> [Exercise directions]:
This exercise calls for a copy of every line in the listing below that carries the word "Lane".

> [Exercise input]:
* * * *

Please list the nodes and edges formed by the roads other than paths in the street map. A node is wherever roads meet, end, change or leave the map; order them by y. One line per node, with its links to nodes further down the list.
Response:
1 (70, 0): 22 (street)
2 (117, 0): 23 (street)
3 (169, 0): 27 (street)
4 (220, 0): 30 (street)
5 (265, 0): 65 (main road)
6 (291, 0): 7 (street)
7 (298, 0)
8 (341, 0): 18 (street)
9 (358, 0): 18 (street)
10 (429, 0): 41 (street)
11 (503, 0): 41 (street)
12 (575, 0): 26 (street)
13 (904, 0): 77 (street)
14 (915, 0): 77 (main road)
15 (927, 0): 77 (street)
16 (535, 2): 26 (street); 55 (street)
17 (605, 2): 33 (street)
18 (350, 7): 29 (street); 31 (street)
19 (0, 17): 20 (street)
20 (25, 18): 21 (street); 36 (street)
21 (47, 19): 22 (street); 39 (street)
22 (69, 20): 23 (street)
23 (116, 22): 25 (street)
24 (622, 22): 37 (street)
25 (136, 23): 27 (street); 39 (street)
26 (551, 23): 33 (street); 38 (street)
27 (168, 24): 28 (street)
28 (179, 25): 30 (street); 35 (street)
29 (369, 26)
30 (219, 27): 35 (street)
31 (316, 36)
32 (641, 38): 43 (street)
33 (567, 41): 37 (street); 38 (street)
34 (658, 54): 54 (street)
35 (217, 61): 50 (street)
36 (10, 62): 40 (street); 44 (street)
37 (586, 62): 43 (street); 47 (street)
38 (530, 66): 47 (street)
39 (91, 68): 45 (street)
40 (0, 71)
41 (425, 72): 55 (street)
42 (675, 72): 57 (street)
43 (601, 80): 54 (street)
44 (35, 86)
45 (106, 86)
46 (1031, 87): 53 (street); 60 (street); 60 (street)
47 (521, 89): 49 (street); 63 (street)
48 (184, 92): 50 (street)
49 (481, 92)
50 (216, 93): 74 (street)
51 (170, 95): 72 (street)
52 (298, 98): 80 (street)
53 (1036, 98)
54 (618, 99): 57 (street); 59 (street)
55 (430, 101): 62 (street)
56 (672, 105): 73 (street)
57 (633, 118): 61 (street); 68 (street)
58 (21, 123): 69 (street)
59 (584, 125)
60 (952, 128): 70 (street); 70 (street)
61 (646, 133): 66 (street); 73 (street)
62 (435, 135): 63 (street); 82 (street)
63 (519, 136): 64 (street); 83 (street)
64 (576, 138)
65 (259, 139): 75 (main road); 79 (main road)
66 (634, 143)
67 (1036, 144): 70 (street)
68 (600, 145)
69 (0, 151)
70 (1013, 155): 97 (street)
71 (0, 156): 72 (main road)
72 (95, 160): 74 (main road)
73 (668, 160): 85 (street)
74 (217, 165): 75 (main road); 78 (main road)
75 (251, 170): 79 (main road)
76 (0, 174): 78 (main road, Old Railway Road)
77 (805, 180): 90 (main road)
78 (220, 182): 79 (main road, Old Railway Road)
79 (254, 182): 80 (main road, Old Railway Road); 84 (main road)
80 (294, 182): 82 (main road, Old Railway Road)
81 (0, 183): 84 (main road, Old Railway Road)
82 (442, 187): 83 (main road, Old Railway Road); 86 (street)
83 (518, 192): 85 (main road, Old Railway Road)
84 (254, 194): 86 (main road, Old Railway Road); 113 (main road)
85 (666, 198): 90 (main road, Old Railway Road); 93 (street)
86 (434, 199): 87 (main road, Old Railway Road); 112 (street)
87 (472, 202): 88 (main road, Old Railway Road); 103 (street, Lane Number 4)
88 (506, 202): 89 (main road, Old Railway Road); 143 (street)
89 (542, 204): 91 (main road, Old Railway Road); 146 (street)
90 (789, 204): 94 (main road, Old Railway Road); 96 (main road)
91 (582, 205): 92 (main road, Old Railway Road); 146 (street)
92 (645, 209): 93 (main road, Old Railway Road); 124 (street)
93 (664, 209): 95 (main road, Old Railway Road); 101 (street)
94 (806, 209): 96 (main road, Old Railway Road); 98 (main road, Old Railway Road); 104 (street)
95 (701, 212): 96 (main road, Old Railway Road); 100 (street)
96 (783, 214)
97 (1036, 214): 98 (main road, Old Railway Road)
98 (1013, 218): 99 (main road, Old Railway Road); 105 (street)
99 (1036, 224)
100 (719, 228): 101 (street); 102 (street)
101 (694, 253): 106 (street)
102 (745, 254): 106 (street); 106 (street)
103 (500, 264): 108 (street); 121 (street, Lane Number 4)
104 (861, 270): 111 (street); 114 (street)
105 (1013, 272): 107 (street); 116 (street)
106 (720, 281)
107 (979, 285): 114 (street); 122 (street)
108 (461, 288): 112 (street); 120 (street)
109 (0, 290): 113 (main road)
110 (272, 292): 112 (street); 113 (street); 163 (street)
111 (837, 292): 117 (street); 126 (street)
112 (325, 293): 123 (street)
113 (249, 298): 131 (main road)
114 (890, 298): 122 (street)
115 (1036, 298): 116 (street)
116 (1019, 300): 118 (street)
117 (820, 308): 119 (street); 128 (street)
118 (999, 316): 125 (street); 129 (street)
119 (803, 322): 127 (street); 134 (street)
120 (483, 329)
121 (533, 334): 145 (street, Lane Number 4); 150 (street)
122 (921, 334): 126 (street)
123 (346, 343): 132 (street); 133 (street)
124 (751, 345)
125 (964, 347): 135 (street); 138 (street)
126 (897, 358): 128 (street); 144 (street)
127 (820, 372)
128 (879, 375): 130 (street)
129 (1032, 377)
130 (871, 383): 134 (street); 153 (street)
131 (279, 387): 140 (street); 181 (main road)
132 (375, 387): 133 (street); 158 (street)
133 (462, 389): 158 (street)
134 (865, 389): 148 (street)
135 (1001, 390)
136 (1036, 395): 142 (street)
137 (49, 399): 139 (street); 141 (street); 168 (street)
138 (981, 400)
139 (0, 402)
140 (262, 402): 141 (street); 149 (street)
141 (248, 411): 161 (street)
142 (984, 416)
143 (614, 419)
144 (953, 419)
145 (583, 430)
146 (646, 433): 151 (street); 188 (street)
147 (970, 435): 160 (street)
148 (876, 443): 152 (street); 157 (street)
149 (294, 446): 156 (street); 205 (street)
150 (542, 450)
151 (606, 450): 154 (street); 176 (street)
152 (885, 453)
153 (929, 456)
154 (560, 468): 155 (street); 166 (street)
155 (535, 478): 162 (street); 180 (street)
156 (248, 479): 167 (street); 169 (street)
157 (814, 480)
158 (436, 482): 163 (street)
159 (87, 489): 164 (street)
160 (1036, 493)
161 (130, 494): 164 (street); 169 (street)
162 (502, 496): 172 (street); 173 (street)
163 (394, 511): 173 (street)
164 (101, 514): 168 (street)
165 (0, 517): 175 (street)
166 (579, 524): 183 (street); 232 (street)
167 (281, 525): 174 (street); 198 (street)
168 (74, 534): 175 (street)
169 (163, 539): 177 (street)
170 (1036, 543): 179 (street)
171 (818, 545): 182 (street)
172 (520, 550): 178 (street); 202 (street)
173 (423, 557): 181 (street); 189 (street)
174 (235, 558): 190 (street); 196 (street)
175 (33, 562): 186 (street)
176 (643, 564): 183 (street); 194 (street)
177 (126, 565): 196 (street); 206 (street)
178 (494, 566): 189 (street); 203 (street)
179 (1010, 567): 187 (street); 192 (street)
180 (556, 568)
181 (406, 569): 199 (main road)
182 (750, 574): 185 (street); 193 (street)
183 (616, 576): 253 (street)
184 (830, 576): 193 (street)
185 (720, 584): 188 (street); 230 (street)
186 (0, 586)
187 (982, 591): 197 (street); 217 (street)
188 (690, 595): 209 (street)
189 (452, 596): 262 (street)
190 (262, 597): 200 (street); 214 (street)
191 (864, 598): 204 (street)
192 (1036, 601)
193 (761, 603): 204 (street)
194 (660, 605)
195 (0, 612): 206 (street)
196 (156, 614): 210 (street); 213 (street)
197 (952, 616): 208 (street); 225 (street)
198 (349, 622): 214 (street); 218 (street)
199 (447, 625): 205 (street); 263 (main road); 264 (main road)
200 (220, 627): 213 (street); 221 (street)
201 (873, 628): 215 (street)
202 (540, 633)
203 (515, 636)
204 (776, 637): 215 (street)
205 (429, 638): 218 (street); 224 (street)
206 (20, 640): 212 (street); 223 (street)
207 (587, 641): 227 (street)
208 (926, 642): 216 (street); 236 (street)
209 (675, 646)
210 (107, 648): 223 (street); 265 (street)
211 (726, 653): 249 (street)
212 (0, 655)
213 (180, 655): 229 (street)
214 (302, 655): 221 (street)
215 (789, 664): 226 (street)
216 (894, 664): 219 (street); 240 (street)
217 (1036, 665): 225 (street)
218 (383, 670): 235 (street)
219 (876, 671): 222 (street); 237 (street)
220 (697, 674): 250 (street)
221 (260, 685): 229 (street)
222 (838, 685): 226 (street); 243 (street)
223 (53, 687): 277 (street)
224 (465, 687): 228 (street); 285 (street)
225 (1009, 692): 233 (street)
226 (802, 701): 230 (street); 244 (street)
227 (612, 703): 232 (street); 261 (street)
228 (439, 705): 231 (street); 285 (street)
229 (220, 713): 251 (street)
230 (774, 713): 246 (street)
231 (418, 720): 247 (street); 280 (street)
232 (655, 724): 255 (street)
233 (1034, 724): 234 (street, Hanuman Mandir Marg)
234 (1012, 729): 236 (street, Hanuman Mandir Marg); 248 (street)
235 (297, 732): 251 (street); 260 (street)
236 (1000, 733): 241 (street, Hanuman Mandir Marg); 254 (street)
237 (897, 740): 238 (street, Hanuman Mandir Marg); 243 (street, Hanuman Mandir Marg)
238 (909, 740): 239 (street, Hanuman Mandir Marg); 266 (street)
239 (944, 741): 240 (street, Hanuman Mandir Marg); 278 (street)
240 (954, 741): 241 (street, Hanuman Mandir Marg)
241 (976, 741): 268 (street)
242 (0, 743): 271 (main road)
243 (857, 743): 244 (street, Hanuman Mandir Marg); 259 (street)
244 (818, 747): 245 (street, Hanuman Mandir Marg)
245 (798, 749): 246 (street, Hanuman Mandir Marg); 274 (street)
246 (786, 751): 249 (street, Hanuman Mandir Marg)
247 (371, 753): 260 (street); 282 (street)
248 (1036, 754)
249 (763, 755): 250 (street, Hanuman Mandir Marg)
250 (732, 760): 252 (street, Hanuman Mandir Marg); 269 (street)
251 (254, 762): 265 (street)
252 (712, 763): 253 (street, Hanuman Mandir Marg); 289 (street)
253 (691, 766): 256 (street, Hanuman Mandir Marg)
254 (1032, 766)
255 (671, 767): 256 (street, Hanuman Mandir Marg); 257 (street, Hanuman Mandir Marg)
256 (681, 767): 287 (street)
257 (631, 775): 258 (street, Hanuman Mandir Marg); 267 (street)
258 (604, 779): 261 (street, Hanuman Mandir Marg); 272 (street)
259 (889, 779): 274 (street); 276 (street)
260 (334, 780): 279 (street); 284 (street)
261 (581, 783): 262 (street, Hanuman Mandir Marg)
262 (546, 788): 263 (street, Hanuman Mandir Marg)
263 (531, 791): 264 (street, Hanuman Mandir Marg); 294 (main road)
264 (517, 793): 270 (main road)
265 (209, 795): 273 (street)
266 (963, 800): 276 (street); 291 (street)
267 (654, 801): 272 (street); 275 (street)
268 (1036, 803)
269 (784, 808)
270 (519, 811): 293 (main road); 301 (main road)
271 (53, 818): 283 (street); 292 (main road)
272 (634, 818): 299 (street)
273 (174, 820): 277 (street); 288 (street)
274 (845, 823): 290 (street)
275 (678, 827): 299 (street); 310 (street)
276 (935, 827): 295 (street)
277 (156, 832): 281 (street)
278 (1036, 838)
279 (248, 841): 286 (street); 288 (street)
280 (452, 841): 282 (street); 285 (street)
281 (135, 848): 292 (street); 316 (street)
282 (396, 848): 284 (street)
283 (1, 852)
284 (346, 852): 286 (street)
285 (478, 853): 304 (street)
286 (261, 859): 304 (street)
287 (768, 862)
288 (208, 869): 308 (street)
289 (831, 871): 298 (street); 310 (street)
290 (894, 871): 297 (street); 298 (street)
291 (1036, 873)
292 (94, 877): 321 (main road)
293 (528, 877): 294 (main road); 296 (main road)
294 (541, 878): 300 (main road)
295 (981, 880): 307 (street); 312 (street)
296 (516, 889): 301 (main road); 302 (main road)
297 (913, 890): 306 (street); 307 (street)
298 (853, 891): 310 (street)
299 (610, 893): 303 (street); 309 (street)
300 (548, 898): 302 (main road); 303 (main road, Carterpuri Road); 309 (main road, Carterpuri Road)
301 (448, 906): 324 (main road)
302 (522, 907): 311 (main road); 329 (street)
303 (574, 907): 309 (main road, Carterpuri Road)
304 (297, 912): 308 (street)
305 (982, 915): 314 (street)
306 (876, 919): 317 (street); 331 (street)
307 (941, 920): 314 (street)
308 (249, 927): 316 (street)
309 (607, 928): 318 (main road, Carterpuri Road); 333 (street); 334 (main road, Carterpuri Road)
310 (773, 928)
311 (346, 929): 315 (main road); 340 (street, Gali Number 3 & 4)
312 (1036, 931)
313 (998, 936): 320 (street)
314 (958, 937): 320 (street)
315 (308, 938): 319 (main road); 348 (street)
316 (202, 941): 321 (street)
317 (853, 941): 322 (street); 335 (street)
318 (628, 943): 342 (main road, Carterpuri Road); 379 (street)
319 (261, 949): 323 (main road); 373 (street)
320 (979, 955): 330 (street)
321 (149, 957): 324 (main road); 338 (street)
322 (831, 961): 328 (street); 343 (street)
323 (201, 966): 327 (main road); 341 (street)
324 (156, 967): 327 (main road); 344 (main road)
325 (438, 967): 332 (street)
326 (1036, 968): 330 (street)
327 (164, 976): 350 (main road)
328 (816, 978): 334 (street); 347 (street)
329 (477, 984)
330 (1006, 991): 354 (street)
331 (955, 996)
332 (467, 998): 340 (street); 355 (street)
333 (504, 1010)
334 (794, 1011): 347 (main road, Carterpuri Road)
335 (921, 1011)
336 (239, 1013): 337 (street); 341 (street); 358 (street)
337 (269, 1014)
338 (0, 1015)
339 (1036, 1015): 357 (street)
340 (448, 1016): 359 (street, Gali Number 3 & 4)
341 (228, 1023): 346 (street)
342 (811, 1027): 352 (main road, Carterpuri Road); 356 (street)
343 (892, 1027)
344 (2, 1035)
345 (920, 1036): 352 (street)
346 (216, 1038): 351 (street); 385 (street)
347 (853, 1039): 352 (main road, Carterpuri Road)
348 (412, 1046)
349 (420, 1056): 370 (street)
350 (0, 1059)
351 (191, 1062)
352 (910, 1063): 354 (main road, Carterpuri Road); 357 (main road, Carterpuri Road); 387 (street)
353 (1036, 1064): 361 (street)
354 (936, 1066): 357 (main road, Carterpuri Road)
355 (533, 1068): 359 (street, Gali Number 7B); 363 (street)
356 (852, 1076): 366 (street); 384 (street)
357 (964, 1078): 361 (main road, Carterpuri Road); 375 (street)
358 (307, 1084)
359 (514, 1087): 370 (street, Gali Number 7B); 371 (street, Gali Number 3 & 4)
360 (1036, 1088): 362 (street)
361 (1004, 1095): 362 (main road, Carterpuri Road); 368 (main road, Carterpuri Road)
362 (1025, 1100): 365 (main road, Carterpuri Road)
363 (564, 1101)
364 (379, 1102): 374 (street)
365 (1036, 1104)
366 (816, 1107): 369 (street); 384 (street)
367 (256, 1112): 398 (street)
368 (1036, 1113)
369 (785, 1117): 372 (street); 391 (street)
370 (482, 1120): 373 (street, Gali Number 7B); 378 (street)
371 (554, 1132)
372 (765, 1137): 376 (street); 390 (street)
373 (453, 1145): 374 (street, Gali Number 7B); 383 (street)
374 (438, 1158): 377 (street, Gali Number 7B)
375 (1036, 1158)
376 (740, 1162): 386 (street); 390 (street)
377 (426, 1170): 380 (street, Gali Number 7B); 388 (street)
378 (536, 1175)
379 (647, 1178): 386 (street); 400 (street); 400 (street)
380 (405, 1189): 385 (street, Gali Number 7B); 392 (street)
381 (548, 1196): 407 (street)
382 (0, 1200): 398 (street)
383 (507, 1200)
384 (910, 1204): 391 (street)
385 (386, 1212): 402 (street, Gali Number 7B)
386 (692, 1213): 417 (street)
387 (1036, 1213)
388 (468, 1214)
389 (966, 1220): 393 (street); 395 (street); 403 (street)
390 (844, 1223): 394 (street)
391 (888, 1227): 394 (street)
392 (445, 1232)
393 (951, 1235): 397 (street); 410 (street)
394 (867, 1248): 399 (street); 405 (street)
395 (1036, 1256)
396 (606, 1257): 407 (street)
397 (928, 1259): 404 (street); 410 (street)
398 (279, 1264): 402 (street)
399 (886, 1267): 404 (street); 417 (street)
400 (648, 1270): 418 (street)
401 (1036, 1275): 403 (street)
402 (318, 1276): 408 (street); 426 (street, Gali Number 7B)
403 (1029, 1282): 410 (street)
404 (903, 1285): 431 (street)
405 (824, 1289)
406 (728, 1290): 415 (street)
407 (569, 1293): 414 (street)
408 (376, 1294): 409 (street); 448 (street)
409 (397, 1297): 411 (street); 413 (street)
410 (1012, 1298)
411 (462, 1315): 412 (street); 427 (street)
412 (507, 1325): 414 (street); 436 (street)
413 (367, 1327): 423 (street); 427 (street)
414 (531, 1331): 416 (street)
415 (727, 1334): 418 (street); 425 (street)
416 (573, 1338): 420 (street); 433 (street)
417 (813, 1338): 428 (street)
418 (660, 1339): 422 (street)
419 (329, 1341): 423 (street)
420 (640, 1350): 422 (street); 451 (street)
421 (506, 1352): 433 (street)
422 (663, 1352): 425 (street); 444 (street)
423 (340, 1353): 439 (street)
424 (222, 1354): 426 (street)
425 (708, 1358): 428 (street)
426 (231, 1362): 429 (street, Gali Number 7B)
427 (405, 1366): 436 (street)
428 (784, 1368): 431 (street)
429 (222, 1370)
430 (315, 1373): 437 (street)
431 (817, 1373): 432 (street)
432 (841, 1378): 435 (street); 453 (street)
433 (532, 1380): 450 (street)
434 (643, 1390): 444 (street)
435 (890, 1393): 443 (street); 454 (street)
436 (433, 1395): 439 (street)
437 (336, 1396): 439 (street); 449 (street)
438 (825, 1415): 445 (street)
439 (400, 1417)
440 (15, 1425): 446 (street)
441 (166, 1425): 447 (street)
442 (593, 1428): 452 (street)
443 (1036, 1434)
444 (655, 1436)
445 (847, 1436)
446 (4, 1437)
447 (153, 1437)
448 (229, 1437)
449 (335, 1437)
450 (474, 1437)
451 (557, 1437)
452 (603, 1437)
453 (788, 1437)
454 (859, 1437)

* * * *

> [Exercise result]:
87 (472, 202): 88 (main road, Old Railway Road); 103 (street, Lane Number 4)
103 (500, 264): 108 (street); 121 (street, Lane Number 4)
121 (533, 334): 145 (street, Lane Number 4); 150 (street)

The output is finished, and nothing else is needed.